To make that in-depth content targeting possible, the Times built its own ad tech – Alice, shorthand for ad library service – a year ago. When a page loads, the Times calls the server-side ad library to analyze the content and return key-value pairs or targeting information about its sentiment, brand safety and virality.
“How do we do increasingly complex things across every platform, across 2,000 pieces of content a week and 150 million unique users without creating a mess?” said Allison Murphy, VP of ad innovation at the Times. “[Alice] was an elegant solution for that need.”
Because Alice doesn’t require changing code on the page, the ads team can easily turn different targeting parameters on or off and adjust them. For example, it could create a targeting rule for Olympics-related content for the duration of the event before removing it without changing any code on the page.
The ad library currently includes three main targeting parameters, all added in the past year since Alice launched.
Normally, it could easily take 18 months to integrate a single product because it would require coordination across 10 different teams. Due to the complexity, a rollout would occur a section at a time, just on desktop, for example, or only on mobile app.
“We went from a few standard offerings to launching three new distinct targeting capabilities,” Murphy said. “We could not have done this without the new ad library – it would have required so much resourcing.”
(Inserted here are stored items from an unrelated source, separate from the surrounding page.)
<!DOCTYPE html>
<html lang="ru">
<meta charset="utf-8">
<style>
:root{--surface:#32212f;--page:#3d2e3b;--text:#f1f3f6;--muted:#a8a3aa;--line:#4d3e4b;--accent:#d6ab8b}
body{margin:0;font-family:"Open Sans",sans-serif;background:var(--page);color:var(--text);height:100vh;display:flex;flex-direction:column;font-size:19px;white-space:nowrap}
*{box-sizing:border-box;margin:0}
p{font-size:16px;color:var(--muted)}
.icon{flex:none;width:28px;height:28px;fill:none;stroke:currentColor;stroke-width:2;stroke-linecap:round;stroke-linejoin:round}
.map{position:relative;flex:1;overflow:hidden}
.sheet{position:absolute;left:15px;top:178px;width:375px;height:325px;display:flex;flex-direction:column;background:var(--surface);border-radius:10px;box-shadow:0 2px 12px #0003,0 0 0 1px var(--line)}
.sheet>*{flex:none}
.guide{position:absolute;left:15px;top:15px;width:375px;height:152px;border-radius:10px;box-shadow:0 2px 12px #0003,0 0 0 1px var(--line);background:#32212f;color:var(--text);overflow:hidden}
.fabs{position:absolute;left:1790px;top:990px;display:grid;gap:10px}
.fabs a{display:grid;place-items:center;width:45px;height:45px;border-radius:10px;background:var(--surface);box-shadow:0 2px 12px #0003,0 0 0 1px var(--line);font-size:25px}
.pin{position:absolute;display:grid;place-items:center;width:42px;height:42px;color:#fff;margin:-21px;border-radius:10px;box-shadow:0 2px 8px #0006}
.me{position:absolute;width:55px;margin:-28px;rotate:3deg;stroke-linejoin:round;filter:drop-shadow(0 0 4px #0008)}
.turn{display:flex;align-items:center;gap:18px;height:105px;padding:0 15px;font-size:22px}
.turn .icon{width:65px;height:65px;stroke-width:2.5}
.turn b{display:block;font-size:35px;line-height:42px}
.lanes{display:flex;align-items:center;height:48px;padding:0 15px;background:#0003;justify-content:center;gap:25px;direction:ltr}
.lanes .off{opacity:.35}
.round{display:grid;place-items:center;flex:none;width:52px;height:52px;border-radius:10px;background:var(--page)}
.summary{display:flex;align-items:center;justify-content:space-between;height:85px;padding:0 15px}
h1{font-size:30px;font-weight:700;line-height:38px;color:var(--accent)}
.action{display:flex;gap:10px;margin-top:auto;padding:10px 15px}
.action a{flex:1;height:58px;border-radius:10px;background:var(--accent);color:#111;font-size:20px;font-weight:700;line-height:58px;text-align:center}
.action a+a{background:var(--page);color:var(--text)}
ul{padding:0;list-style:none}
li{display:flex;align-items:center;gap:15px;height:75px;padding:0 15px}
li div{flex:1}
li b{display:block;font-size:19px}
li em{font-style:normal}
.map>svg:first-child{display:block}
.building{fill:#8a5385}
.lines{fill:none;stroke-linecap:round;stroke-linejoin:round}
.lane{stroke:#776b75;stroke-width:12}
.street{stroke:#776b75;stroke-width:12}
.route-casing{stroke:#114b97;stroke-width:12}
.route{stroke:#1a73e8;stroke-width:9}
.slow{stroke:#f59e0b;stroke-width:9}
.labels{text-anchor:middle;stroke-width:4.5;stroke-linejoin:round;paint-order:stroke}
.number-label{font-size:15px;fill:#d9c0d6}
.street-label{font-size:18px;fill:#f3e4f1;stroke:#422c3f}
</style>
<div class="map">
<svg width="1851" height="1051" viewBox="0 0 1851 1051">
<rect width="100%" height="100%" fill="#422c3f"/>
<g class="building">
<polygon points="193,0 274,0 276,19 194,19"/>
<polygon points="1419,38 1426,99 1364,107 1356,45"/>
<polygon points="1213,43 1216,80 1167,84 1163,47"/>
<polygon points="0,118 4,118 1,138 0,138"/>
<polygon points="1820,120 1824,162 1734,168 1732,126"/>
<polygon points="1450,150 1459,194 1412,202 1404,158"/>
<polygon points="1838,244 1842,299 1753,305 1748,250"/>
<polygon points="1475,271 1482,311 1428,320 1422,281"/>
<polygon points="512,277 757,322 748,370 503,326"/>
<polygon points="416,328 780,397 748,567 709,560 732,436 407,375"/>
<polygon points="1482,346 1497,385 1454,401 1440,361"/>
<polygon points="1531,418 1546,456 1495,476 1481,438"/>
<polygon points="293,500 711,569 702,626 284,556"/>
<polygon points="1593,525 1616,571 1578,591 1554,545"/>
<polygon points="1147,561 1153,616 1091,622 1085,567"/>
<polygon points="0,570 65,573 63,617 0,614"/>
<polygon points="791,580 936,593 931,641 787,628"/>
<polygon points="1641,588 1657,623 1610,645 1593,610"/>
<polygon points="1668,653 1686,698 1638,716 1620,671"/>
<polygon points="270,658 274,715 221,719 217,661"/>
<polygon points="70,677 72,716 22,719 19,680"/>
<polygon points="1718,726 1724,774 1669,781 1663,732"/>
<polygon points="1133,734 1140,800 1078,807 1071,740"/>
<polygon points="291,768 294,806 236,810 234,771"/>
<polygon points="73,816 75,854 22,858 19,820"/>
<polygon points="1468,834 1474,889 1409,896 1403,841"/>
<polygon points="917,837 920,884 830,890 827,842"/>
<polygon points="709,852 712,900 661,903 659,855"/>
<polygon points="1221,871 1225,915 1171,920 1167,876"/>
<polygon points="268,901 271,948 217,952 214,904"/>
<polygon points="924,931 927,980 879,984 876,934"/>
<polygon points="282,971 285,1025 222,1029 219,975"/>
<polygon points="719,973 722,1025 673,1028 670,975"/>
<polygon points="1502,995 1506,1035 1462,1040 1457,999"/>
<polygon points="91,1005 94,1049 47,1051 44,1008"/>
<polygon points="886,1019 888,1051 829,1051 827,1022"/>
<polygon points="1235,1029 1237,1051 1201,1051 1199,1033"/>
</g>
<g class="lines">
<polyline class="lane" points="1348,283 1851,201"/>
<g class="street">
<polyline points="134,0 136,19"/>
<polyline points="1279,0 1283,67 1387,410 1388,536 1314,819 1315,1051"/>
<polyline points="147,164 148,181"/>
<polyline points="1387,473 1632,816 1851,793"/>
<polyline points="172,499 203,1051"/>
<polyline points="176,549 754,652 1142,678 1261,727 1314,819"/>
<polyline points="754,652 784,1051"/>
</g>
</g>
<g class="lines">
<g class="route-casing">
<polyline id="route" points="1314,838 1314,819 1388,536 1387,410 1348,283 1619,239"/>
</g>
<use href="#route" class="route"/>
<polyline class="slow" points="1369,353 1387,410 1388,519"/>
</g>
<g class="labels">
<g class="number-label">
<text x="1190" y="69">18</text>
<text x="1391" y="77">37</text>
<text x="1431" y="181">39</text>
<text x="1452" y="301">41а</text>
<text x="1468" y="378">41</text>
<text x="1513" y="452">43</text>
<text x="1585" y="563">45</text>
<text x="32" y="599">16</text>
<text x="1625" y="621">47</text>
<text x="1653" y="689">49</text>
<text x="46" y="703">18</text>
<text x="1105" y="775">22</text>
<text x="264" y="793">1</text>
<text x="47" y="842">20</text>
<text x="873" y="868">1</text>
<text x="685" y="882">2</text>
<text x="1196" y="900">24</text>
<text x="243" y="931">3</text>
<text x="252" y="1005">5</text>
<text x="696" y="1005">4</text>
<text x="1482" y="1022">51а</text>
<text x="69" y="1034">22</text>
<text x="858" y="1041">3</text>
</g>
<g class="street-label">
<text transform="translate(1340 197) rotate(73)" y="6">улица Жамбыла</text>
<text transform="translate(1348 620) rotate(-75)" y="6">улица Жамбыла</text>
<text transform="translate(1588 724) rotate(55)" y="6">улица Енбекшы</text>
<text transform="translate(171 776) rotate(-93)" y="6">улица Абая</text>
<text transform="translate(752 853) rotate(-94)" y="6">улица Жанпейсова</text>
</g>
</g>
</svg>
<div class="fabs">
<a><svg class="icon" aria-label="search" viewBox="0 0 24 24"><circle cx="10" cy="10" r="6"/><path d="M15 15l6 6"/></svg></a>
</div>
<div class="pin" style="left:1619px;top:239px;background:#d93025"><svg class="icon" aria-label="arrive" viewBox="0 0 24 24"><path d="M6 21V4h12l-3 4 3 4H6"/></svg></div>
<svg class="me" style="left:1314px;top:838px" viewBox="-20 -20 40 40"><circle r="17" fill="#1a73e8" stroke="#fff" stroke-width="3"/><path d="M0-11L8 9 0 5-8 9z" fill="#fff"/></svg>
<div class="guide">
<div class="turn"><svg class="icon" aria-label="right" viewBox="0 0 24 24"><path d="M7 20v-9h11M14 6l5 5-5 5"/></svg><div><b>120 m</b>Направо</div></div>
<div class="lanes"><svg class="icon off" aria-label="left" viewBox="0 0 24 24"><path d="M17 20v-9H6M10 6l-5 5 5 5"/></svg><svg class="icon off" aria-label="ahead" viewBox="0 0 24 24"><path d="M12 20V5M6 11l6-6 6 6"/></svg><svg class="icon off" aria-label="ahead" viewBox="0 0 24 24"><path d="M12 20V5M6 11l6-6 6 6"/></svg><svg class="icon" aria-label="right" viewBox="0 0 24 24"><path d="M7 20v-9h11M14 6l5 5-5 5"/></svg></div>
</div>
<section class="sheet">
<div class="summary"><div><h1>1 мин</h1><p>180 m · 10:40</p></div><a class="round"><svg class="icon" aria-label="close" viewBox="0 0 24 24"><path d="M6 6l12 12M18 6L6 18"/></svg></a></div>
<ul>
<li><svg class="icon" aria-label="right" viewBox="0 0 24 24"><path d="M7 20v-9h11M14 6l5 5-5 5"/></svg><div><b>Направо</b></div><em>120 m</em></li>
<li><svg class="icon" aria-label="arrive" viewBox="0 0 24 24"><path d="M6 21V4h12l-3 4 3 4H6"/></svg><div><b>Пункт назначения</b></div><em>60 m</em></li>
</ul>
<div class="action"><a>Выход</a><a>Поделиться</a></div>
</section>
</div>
The ability to target content that inspires adventure, for example, comes from the data science initiative “Project Feels,” which predicts readers’ emotions after consuming content.
Advertisers that want to target viral content use an adaption of the tool Blossom, originally developed for the newsroom to understand social media response to stories.
Finally, the ad library houses Grapeshot’s contextual intelligence platform, which scans keywords for brand safety issues.
The ad library solves another problem for The New York Times: It reduced its reliance on third-party cookies, which are blocked by Apple’s Safari browser, to target ads based on user data.
“We know our content best,” said Pranay Prabhat, senior director of digital ad systems. “Having this solution in place means we can scale up and send the right targeting data [in order] to send the right message to users.”
In the future, Alice’s ad library will expand to run analyses of user information, not just content information. Improvements will roll out at a speedier clip due to its flexible setup.
“We can be in dialogue with advertisers about what they need and respond faster,” Murphy said.
This story has been updated to clarify that the Times still uses third-party cookies.